DIRECTIONS FOR THIS TASK
Here the job is to transcribe the data verbatim while leaving each picture out.

== GIVEN INFORMATION ==

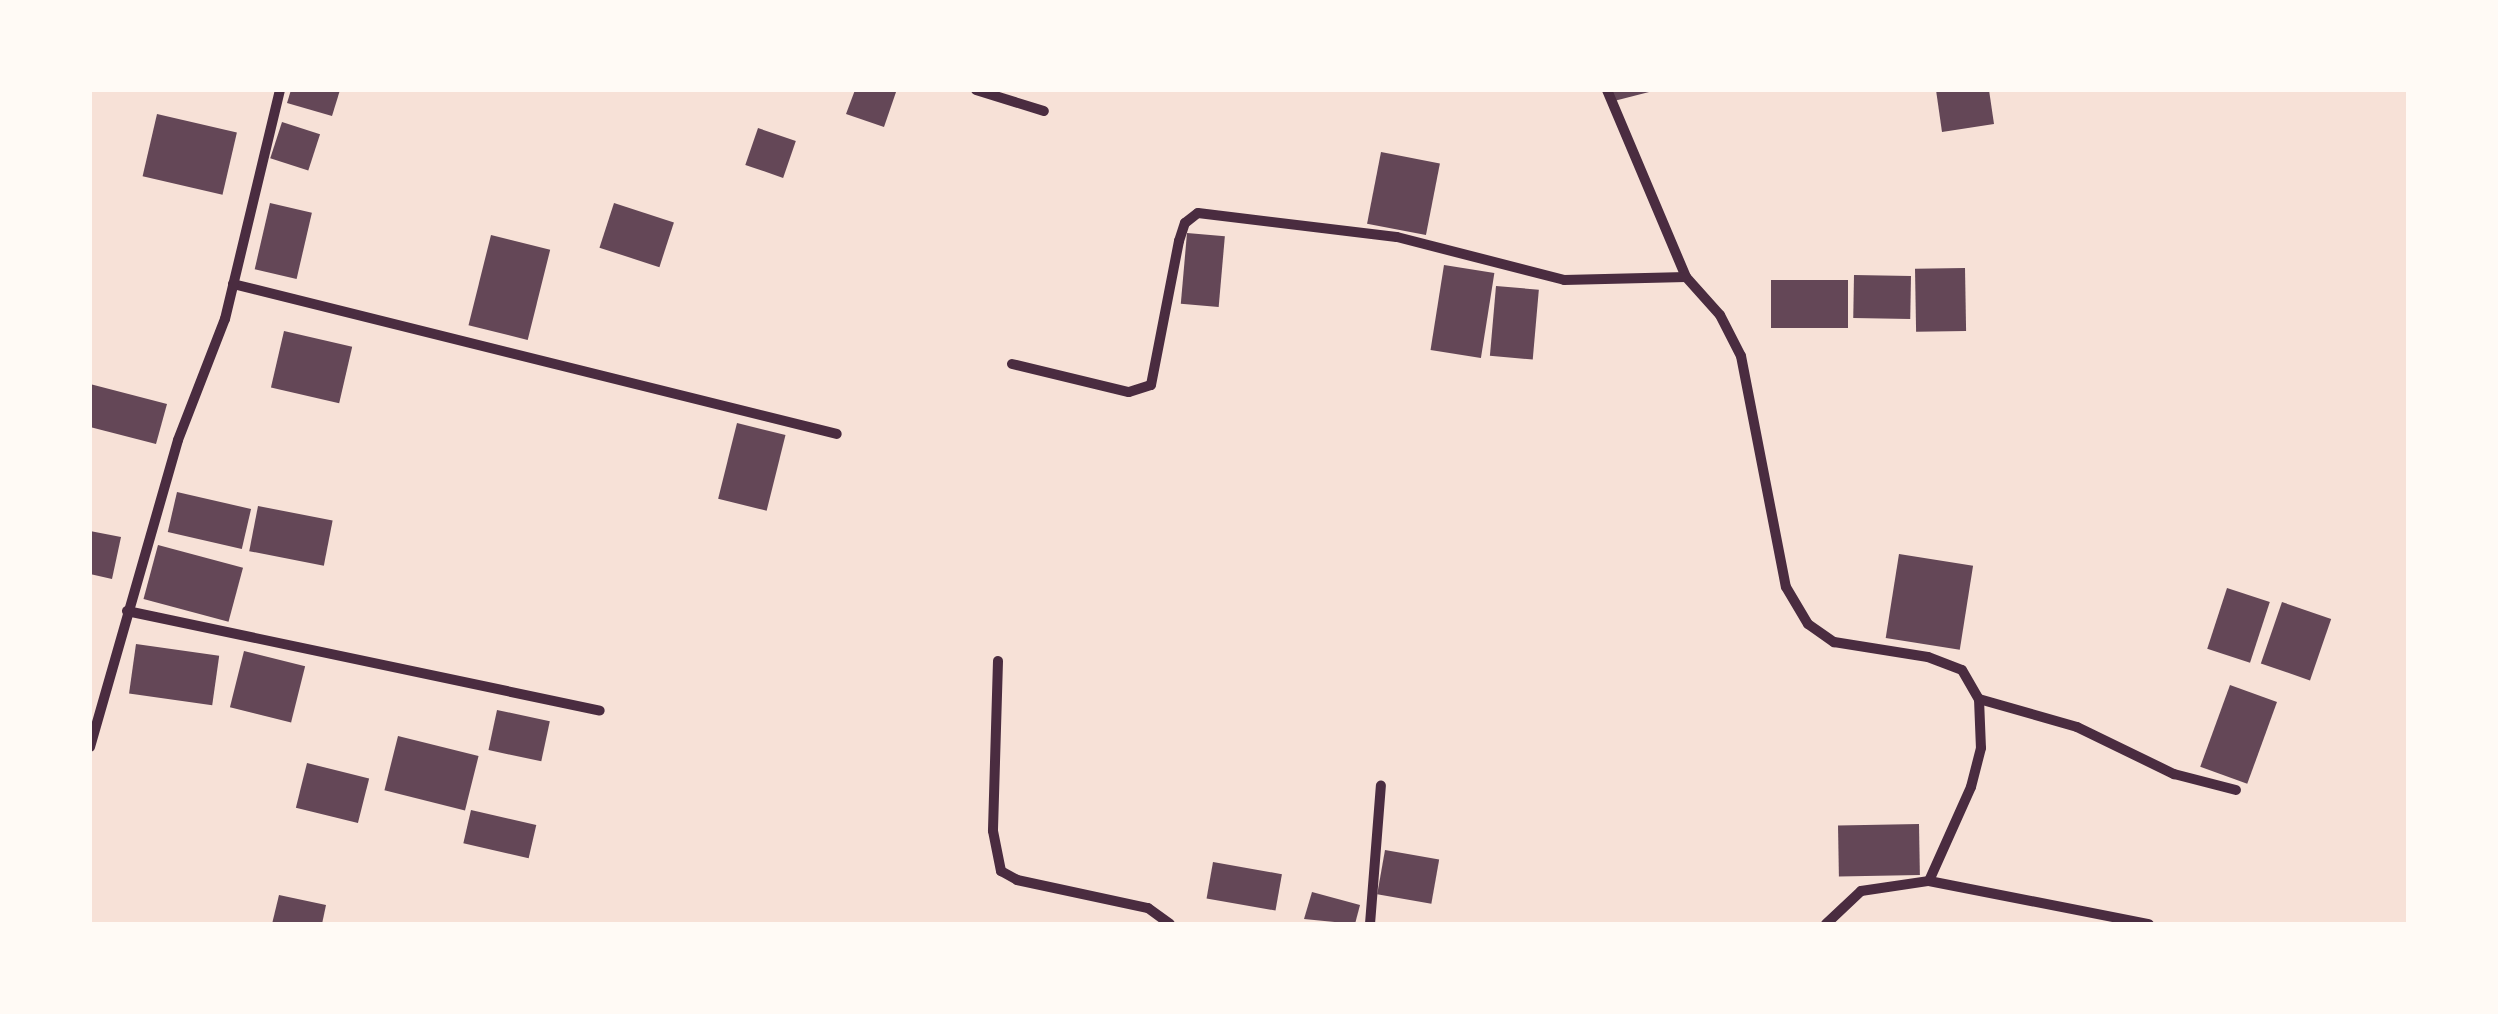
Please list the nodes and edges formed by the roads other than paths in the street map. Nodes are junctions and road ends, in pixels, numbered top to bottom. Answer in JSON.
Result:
{"nodes":[{"id":1,"x":280,"y":90,"type":"edge"},
{"id":2,"x":976,"y":90,"type":"edge"},
{"id":3,"x":1607,"y":90,"type":"edge"},
{"id":4,"x":1044,"y":110,"type":"dead end"},
{"id":5,"x":1686,"y":277,"type":"junction"},
{"id":6,"x":233,"y":284,"type":"junction"},
{"id":7,"x":1012,"y":364,"type":"dead end"},
{"id":8,"x":837,"y":434,"type":"dead end"},
{"id":9,"x":127,"y":610,"type":"junction"},
{"id":10,"x":998,"y":661,"type":"dead end"},
{"id":11,"x":1979,"y":699,"type":"junction"},
{"id":12,"x":600,"y":712,"type":"dead end"},
{"id":13,"x":90,"y":747,"type":"edge"},
{"id":14,"x":1381,"y":784,"type":"dead end"},
{"id":15,"x":2236,"y":790,"type":"dead end"},
{"id":16,"x":1929,"y":882,"type":"junction"},
{"id":17,"x":2125,"y":921,"type":"edge"},
{"id":18,"x":1170,"y":924,"type":"edge"},
{"id":19,"x":1370,"y":924,"type":"edge"},
{"id":20,"x":1826,"y":924,"type":"edge"},
{"id":21,"x":2149,"y":924,"type":"edge"}],
"edges":[{"from":1,"to":6,"type":"street"},
{"from":2,"to":4,"type":"street"},
{"from":3,"to":5,"type":"street"},
{"from":5,"to":7,"type":"street"},
{"from":5,"to":11,"type":"street"},
{"from":6,"to":8,"type":"street"},
{"from":6,"to":9,"type":"street"},
{"from":9,"to":12,"type":"street"},
{"from":9,"to":13,"type":"street"},
{"from":10,"to":18,"type":"street"},
{"from":11,"to":15,"type":"street"},
{"from":11,"to":16,"type":"street"},
{"from":14,"to":19,"type":"street"},
{"from":16,"to":17,"type":"street"},
{"from":16,"to":20,"type":"street"},
{"from":17,"to":21,"type":"street"}]}
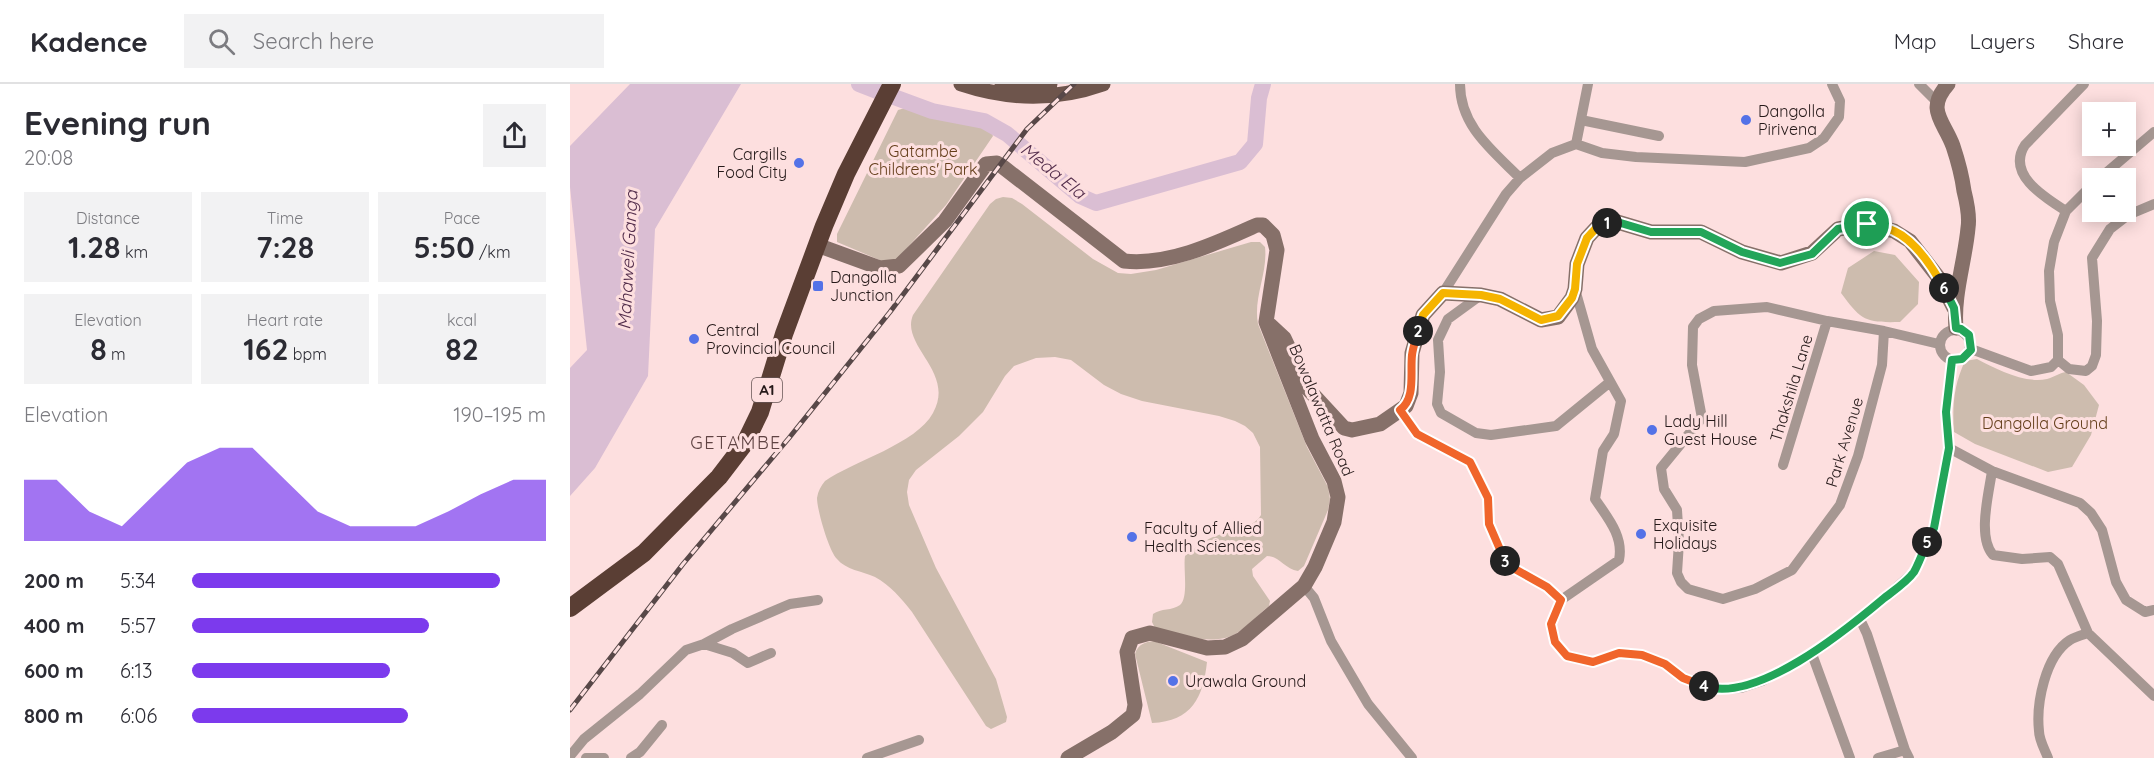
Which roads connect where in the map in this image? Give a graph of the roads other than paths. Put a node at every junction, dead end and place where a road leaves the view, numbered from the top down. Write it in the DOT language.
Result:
graph roads {
  1 [pos="961,84"];
  2 [pos="1002,84"];
  3 [pos="1050,84"];
  4 [pos="1103,84"];
  5 [pos="1460,84"];
  6 [pos="1588,84"];
  7 [pos="1832,84"];
  8 [pos="1919,84"];
  9 [pos="1948,84"];
  10 [pos="2084,84"];
  11 [pos="890,85"];
  12 [pos="1937,102"];
  13 [pos="1581,120"];
  14 [pos="2154,132"];
  15 [pos="1659,136"];
  16 [pos="1576,144"];
  17 [pos="2112,168"];
  18 [pos="1520,178"];
  19 [pos="2082,195"];
  20 [pos="2154,204"];
  21 [pos="2066,212"];
  22 [pos="817,245"];
  23 [pos="1575,289"];
  24 [pos="1443,293"];
  25 [pos="1481,295"];
  26 [pos="1954,308"];
  27 [pos="1827,321"];
  28 [pos="1266,322"];
  29 [pos="1956,328"];
  30 [pos="1884,331"];
  31 [pos="1939,344"];
  32 [pos="1971,350"];
  33 [pos="1952,360"];
  34 [pos="2058,360"];
  35 [pos="1610,382"];
  36 [pos="1400,410"];
  37 [pos="1949,448"];
  38 [pos="1783,465"];
  39 [pos="1992,471"];
  40 [pos="1304,586"];
  41 [pos="818,600"];
  42 [pos="1561,600"];
  43 [pos="570,608"];
  44 [pos="2154,610"];
  45 [pos="1860,619"];
  46 [pos="2088,633"];
  47 [pos="704,644"];
  48 [pos="771,653"];
  49 [pos="1812,654"];
  50 [pos="2154,696"];
  51 [pos="662,725"];
  52 [pos="919,740"];
  53 [pos="1907,754"];
  54 [pos="570,756"];
  55 [pos="1074,757"];
  56 [pos="585,758"];
  57 [pos="604,758"];
  58 [pos="631,758"];
  59 [pos="867,758"];
  60 [pos="1412,758"];
  61 [pos="1850,758"];
  62 [pos="1878,758"];
  63 [pos="2048,758"];
  1 -- 4 [label="main road"];
  2 -- 3 [label="main road"];
  5 -- 18 [label="street"];
  6 -- 13 [label="street"];
  7 -- 16 [label="street"];
  8 -- 12 [label="street"];
  9 -- 12 [label="street"];
  10 -- 21 [label="street"];
  11 -- 22 [label="highway, A1"];
  12 -- 26 [label="street"];
  13 -- 15 [label="street"];
  13 -- 16 [label="street"];
  14 -- 17 [label="street"];
  16 -- 18 [label="street"];
  18 -- 24 [label="street"];
  19 -- 21 [label="street"];
  20 -- 34 [label="street"];
  21 -- 34 [label="street"];
  22 -- 28 [label="street"];
  22 -- 43 [label="highway, A1"];
  23 -- 25 [label="street"];
  23 -- 26 [label="street"];
  23 -- 35 [label="street"];
  24 -- 25 [label="street"];
  24 -- 36 [label="street"];
  25 -- 35 [label="street"];
  26 -- 29 [label="street"];
  27 -- 30 [label="street, Park Avenue"];
  27 -- 30 [label="street, Park Avenue"];
  27 -- 38 [label="street, Thakshila Lane"];
  28 -- 36 [label="street"];
  28 -- 40 [label="street, Bowalawatta Road"];
  29 -- 31 [label="street"];
  29 -- 32 [label="street"];
  30 -- 31 [label="street"];
  31 -- 33 [label="street"];
  32 -- 33 [label="street"];
  32 -- 34 [label="street"];
  33 -- 37 [label="street"];
  35 -- 42 [label="street"];
  36 -- 42 [label="street"];
  37 -- 39 [label="street"];
  37 -- 45 [label="street"];
  39 -- 44 [label="street"];
  39 -- 46 [label="street"];
  40 -- 55 [label="street, Bowalawatta Road"];
  40 -- 60 [label="street"];
  41 -- 47 [label="street"];
  42 -- 49 [label="street"];
  45 -- 49 [label="street"];
  45 -- 53 [label="street"];
  46 -- 50 [label="street"];
  46 -- 63 [label="street"];
  47 -- 48 [label="street"];
  47 -- 54 [label="street"];
  49 -- 61 [label="street"];
  51 -- 58 [label="street"];
  52 -- 59 [label="street"];
  53 -- 62 [label="street"];
  56 -- 57 [label="street"];
}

===

SOLUTION
Please list the nodes and edges formed by the roads other than paths in the street map. Nodes are junctions and road ends, in pixels, numbered top to bottom. Answer in JSON.
Result:
{"nodes":[{"id":1,"x":280,"y":90,"type":"edge"},
{"id":2,"x":976,"y":90,"type":"edge"},
{"id":3,"x":1607,"y":90,"type":"edge"},
{"id":4,"x":1044,"y":110,"type":"dead end"},
{"id":5,"x":1686,"y":277,"type":"junction"},
{"id":6,"x":233,"y":284,"type":"junction"},
{"id":7,"x":1012,"y":364,"type":"dead end"},
{"id":8,"x":837,"y":434,"type":"dead end"},
{"id":9,"x":127,"y":610,"type":"junction"},
{"id":10,"x":998,"y":661,"type":"dead end"},
{"id":11,"x":1979,"y":699,"type":"junction"},
{"id":12,"x":600,"y":712,"type":"dead end"},
{"id":13,"x":90,"y":747,"type":"edge"},
{"id":14,"x":1381,"y":784,"type":"dead end"},
{"id":15,"x":2236,"y":790,"type":"dead end"},
{"id":16,"x":1929,"y":882,"type":"junction"},
{"id":17,"x":2125,"y":921,"type":"edge"},
{"id":18,"x":1170,"y":924,"type":"edge"},
{"id":19,"x":1370,"y":924,"type":"edge"},
{"id":20,"x":1826,"y":924,"type":"edge"},
{"id":21,"x":2149,"y":924,"type":"edge"}],
"edges":[{"from":1,"to":6,"type":"street"},
{"from":2,"to":4,"type":"street"},
{"from":3,"to":5,"type":"street"},
{"from":5,"to":7,"type":"street"},
{"from":5,"to":11,"type":"street"},
{"from":6,"to":8,"type":"street"},
{"from":6,"to":9,"type":"street"},
{"from":9,"to":12,"type":"street"},
{"from":9,"to":13,"type":"street"},
{"from":10,"to":18,"type":"street"},
{"from":11,"to":15,"type":"street"},
{"from":11,"to":16,"type":"street"},
{"from":14,"to":19,"type":"street"},
{"from":16,"to":17,"type":"street"},
{"from":16,"to":20,"type":"street"},
{"from":17,"to":21,"type":"street"}]}
Which roads connect where in the map in this image? Give a graph of the roads other than paths. Put a node at every junction, dead end and place where a road leaves the view, numbered from the top down. Write it in the DOT language.
Result:
graph roads {
  1 [pos="961,84"];
  2 [pos="1002,84"];
  3 [pos="1050,84"];
  4 [pos="1103,84"];
  5 [pos="1460,84"];
  6 [pos="1588,84"];
  7 [pos="1832,84"];
  8 [pos="1919,84"];
  9 [pos="1948,84"];
  10 [pos="2084,84"];
  11 [pos="890,85"];
  12 [pos="1937,102"];
  13 [pos="1581,120"];
  14 [pos="2154,132"];
  15 [pos="1659,136"];
  16 [pos="1576,144"];
  17 [pos="2112,168"];
  18 [pos="1520,178"];
  19 [pos="2082,195"];
  20 [pos="2154,204"];
  21 [pos="2066,212"];
  22 [pos="817,245"];
  23 [pos="1575,289"];
  24 [pos="1443,293"];
  25 [pos="1481,295"];
  26 [pos="1954,308"];
  27 [pos="1827,321"];
  28 [pos="1266,322"];
  29 [pos="1956,328"];
  30 [pos="1884,331"];
  31 [pos="1939,344"];
  32 [pos="1971,350"];
  33 [pos="1952,360"];
  34 [pos="2058,360"];
  35 [pos="1610,382"];
  36 [pos="1400,410"];
  37 [pos="1949,448"];
  38 [pos="1783,465"];
  39 [pos="1992,471"];
  40 [pos="1304,586"];
  41 [pos="818,600"];
  42 [pos="1561,600"];
  43 [pos="570,608"];
  44 [pos="2154,610"];
  45 [pos="1860,619"];
  46 [pos="2088,633"];
  47 [pos="704,644"];
  48 [pos="771,653"];
  49 [pos="1812,654"];
  50 [pos="2154,696"];
  51 [pos="662,725"];
  52 [pos="919,740"];
  53 [pos="1907,754"];
  54 [pos="570,756"];
  55 [pos="1074,757"];
  56 [pos="585,758"];
  57 [pos="604,758"];
  58 [pos="631,758"];
  59 [pos="867,758"];
  60 [pos="1412,758"];
  61 [pos="1850,758"];
  62 [pos="1878,758"];
  63 [pos="2048,758"];
  1 -- 4 [label="main road"];
  2 -- 3 [label="main road"];
  5 -- 18 [label="street"];
  6 -- 13 [label="street"];
  7 -- 16 [label="street"];
  8 -- 12 [label="street"];
  9 -- 12 [label="street"];
  10 -- 21 [label="street"];
  11 -- 22 [label="highway, A1"];
  12 -- 26 [label="street"];
  13 -- 15 [label="street"];
  13 -- 16 [label="street"];
  14 -- 17 [label="street"];
  16 -- 18 [label="street"];
  18 -- 24 [label="street"];
  19 -- 21 [label="street"];
  20 -- 34 [label="street"];
  21 -- 34 [label="street"];
  22 -- 28 [label="street"];
  22 -- 43 [label="highway, A1"];
  23 -- 25 [label="street"];
  23 -- 26 [label="street"];
  23 -- 35 [label="street"];
  24 -- 25 [label="street"];
  24 -- 36 [label="street"];
  25 -- 35 [label="street"];
  26 -- 29 [label="street"];
  27 -- 30 [label="street, Park Avenue"];
  27 -- 30 [label="street, Park Avenue"];
  27 -- 38 [label="street, Thakshila Lane"];
  28 -- 36 [label="street"];
  28 -- 40 [label="street, Bowalawatta Road"];
  29 -- 31 [label="street"];
  29 -- 32 [label="street"];
  30 -- 31 [label="street"];
  31 -- 33 [label="street"];
  32 -- 33 [label="street"];
  32 -- 34 [label="street"];
  33 -- 37 [label="street"];
  35 -- 42 [label="street"];
  36 -- 42 [label="street"];
  37 -- 39 [label="street"];
  37 -- 45 [label="street"];
  39 -- 44 [label="street"];
  39 -- 46 [label="street"];
  40 -- 55 [label="street, Bowalawatta Road"];
  40 -- 60 [label="street"];
  41 -- 47 [label="street"];
  42 -- 49 [label="street"];
  45 -- 49 [label="street"];
  45 -- 53 [label="street"];
  46 -- 50 [label="street"];
  46 -- 63 [label="street"];
  47 -- 48 [label="street"];
  47 -- 54 [label="street"];
  49 -- 61 [label="street"];
  51 -- 58 [label="street"];
  52 -- 59 [label="street"];
  53 -- 62 [label="street"];
  56 -- 57 [label="street"];
}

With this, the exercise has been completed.